Quels seraient les équivalents contemporains de prier aux coins des rues ou dans les synagogues, ou bien d’annoncer le don aux pauvres par des trompettes ? Je nous encourage chacun à nous poser cette question pour notre propre vie. D’abord en ce qui concerne les réseaux sociaux : peut-être que vous ne postez jamais de #prayerselfies (oui ça existe !) mais êtes-vous tentés de montrer votre vie chrétienne sous un meilleur jour ? Dans mon historique de photos sur Instagram, il y a une image d’une Bible ouverte sur mon lit. Et si je suis honnête avec moi-même, une partie de ma motivation était pour impressionner mes amis chrétiens. Ou sommes-nous tentés de présenter notre famille comme la famille chrétienne parfaite, en montrant les grands sourires mais jamais les larmes ? Et en dehors des réseaux :  nos paroles reflètent-elles la réalité de notre expérience, ou est-ce que nous donnons l’impression d’être plus « pieux », plus stables, plus heureux que ce qui est en réalité le cas ? Est-ce que je promets de prier pour les autres sans le faire, parce que j’a reçu mon approbation en donnant l’impression que je suis quelqu’un qui prie ? Ou suis-je prête à prier sans que personne ne le sache jamais ?

Et quels seraient les équivalents contemporains des actions drastiques que Jésus préconise ? Un jeûne des réseaux sociaux pour voir à quel point nous sommes accros à ces petits « likes » ? Un mois où, à chaque fois que nous avons envie d’envoyer un SMS à quelqu’un pour dire que nous prions pour lui, nous prenons ce temps pour prier plutôt ? (Il est, bien sûr, toujours encourageant de recevoir un tel sms, mais ça ne devrait jamais être envoyé à la place d’une prière « envoyée » à Dieu). Un semestre où nous décidons de faire un service dans l’Église qui ne sera jamais vu ?

Dieu prend plaisir à ce que nous faisons pour lui, et pour lui seul.
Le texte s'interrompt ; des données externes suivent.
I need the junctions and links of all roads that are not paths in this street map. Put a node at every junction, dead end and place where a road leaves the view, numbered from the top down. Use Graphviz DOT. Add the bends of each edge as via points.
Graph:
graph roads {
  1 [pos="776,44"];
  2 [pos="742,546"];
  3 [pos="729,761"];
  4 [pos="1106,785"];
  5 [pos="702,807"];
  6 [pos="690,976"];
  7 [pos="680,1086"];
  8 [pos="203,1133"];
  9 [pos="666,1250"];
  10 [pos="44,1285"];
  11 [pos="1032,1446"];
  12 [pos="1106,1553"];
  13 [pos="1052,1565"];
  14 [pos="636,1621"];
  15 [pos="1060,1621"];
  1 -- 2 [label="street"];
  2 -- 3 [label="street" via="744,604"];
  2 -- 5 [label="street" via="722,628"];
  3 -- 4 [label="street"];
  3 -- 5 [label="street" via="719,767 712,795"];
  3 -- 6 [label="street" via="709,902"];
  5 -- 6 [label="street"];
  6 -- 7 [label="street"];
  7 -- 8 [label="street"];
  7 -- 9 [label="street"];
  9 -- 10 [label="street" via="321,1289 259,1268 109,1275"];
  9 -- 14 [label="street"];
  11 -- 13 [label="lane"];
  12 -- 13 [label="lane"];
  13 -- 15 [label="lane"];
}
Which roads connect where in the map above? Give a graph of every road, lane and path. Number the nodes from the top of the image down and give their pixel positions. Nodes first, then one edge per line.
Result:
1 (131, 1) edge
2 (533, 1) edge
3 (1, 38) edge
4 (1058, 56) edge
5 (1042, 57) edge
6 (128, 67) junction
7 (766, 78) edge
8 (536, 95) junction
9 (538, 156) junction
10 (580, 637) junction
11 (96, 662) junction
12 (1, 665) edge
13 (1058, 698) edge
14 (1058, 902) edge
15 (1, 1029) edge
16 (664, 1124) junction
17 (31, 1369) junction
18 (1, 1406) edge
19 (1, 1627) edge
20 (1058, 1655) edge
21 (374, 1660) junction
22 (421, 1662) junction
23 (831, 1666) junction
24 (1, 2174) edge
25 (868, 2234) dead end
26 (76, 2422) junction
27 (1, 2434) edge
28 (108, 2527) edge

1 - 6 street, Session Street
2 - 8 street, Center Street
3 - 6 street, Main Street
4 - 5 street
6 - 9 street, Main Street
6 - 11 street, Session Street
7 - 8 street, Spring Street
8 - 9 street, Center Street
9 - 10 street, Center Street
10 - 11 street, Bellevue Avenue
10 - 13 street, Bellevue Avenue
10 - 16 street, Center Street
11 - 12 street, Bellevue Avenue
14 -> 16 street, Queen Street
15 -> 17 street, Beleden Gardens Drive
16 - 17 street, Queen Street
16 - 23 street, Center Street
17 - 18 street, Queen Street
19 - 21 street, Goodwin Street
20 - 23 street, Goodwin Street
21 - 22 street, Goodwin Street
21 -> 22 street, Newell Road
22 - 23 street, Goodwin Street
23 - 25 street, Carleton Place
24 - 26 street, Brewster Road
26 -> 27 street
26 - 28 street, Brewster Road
Et la récompense en comparaison avec l’approbation des autres ? Y’a pas photo (selfie, ou autre) ! C’est aussi une récompense d’être vu, d’être approuvé : mais pas l’approbation creuse et insatisfaisante d’un autre être humain qui ne dure qu’un instant, mais celle qui, profonde et satisfaisante, vient de notre Père céleste et durera jusque dans l’éternité.